━━━ STORED DATA

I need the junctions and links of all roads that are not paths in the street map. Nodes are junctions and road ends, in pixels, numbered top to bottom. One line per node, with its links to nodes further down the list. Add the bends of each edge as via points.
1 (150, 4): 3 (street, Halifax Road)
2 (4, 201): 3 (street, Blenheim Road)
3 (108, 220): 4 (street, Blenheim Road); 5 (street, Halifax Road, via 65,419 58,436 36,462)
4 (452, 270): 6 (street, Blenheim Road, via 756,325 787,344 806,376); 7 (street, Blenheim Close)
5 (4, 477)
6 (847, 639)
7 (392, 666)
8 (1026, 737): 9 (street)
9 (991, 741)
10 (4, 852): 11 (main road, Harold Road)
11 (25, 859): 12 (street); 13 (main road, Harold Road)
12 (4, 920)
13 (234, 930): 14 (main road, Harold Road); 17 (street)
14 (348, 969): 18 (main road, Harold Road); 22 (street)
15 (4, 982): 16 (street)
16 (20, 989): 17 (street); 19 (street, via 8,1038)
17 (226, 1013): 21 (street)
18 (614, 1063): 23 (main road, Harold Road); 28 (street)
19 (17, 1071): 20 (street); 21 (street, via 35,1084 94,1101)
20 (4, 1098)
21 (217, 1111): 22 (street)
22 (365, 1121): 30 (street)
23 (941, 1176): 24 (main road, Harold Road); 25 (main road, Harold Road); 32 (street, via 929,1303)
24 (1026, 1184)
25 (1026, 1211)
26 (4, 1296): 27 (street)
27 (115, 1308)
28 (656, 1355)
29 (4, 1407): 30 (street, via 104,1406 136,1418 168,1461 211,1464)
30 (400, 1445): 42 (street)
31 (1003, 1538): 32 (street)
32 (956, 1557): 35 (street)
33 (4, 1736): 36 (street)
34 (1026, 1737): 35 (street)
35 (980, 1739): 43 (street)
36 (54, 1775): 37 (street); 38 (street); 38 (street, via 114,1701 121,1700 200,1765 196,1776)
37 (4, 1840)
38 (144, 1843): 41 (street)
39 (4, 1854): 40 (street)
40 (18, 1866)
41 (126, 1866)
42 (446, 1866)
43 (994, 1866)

━━━━━━

### PROBLEM TO WORK ON
Out of the data above, return each line where the word "Harold" can be found.

### YOUR SOLUTION
10 (4, 852): 11 (main road, Harold Road)
11 (25, 859): 12 (street); 13 (main road, Harold Road)
13 (234, 930): 14 (main road, Harold Road); 17 (street)
14 (348, 969): 18 (main road, Harold Road); 22 (street)
18 (614, 1063): 23 (main road, Harold Road); 28 (street)
23 (941, 1176): 24 (main road, Harold Road); 25 (main road, Harold Road); 32 (street, via 929,1303)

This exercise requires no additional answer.